__GOAL OF THE EXERCISE__
List all lines of the data containing the word "dori".

__INPUT RECORDS__
┄┄┄┄┄┄
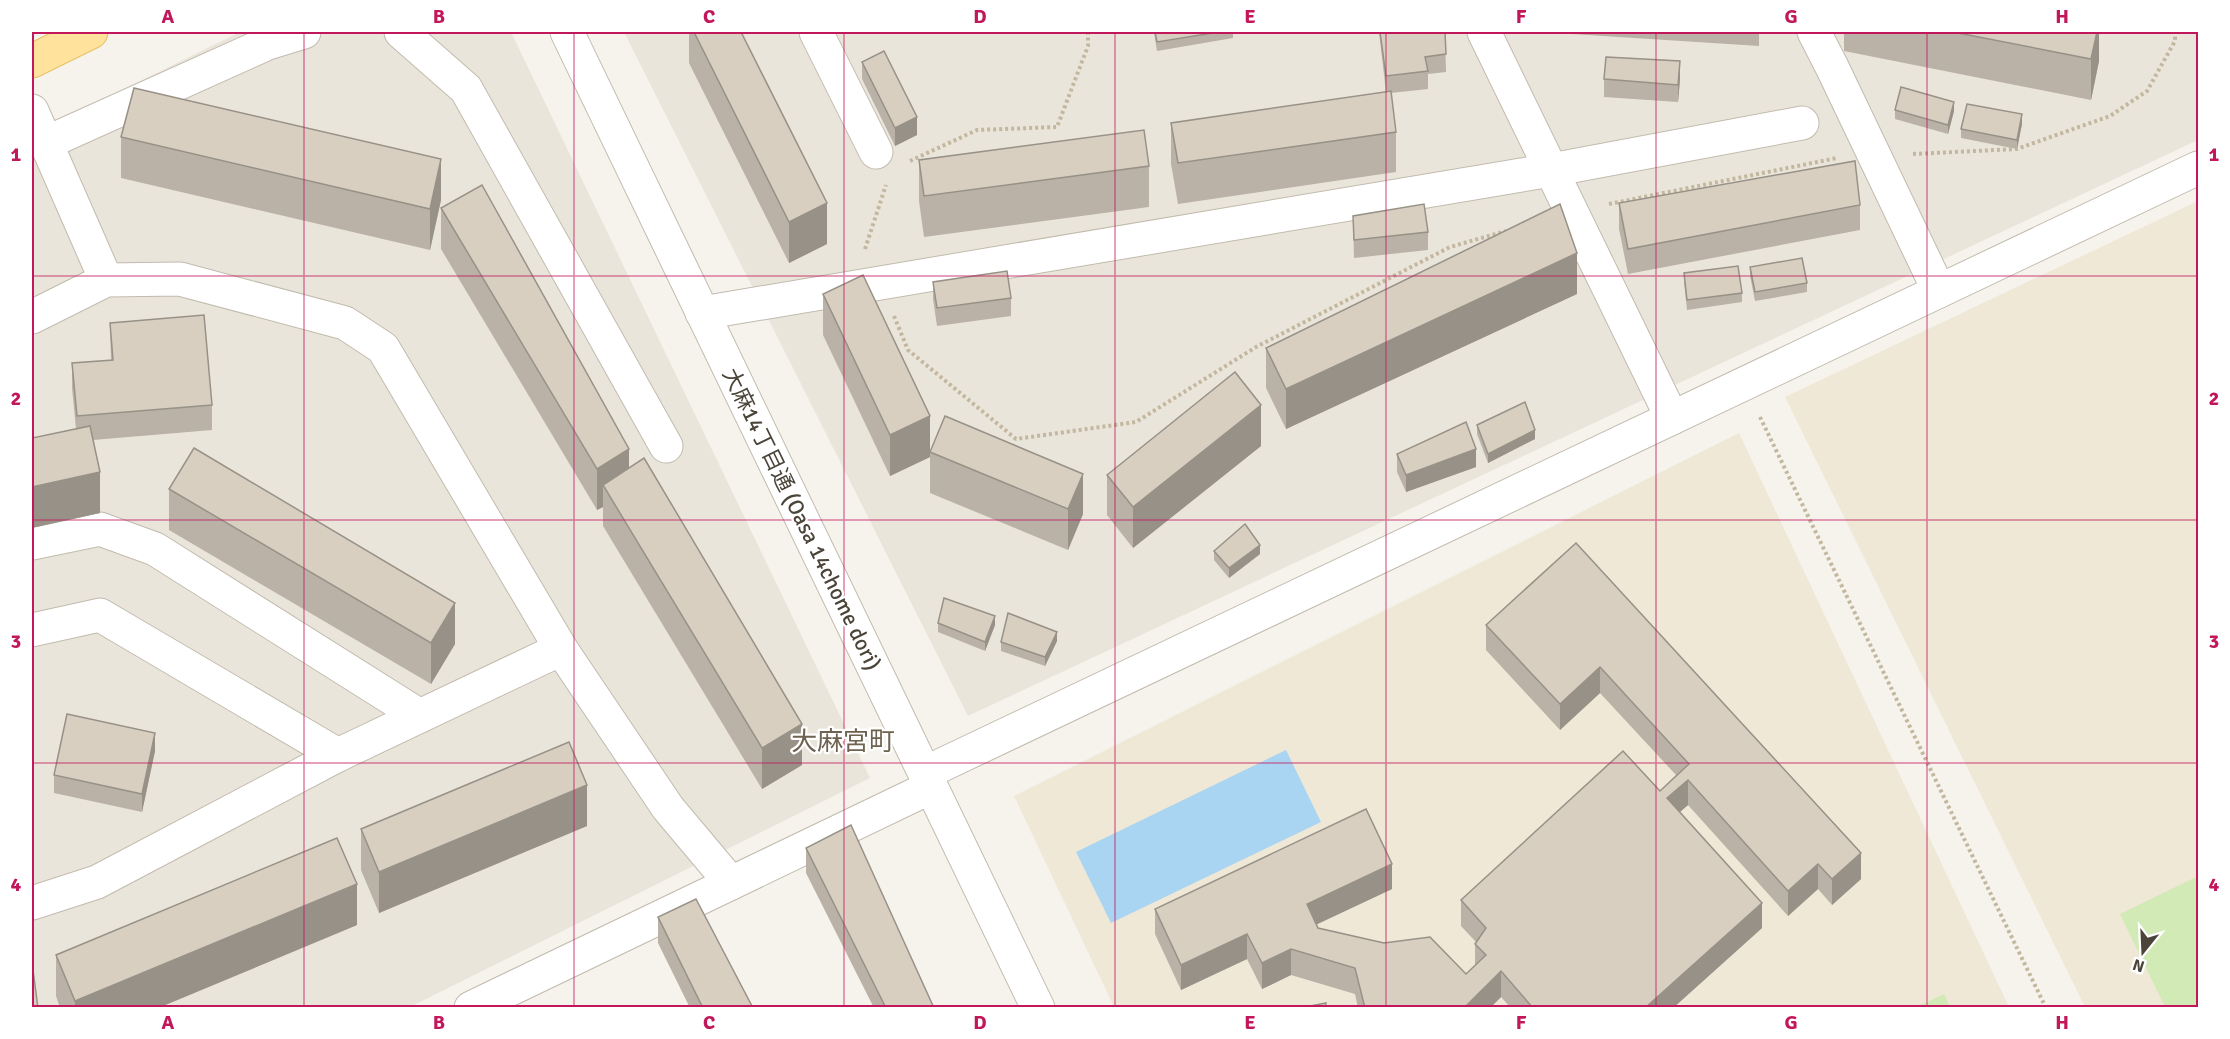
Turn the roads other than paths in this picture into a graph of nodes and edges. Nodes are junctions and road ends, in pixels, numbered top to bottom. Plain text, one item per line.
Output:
1 (91, 32) edge
2 (304, 32) edge
3 (401, 32) edge
4 (567, 32) edge
5 (816, 32) edge
6 (1484, 32) edge
7 (1814, 32) edge
8 (32, 61) edge
9 (32, 111) edge
10 (1802, 123) dead end
11 (46, 143) junction
12 (876, 152) dead end
13 (2199, 168) edge
14 (1551, 170) junction
15 (106, 280) junction
16 (1939, 291) junction
17 (702, 313) junction
18 (32, 317) edge
19 (1671, 418) junction
20 (666, 446) dead end
21 (32, 543) edge
22 (32, 630) edge
23 (561, 650) junction
24 (420, 716) junction
25 (338, 755) junction
26 (928, 780) junction
27 (731, 883) junction
28 (32, 903) edge
29 (471, 1008) edge
30 (1038, 1008) edge

1 - 8 main road
2 - 11 street
3 - 20 street
4 - 17 street, 大麻14丁目通 (Oasa 14chome dori)
5 - 12 street
6 - 14 street
7 - 16 street
9 - 11 street
10 - 14 street
11 - 15 street
13 - 16 street
14 - 17 street
14 - 19 street
15 - 18 street
15 - 23 street
16 - 19 street
17 - 26 street, 大麻14丁目通 (Oasa 14chome dori)
19 - 26 street
21 - 24 street
22 - 25 street
23 - 24 street
23 - 27 street
24 - 25 street
25 - 28 street
26 - 27 street
26 - 30 street, 大麻14丁目通 (Oasa 14chome dori)
27 - 29 street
┄┄┄┄┄┄
__OUTPUT BELOW__
4 - 17 street, 大麻14丁目通 (Oasa 14chome dori)
17 - 26 street, 大麻14丁目通 (Oasa 14chome dori)
26 - 30 street, 大麻14丁目通 (Oasa 14chome dori)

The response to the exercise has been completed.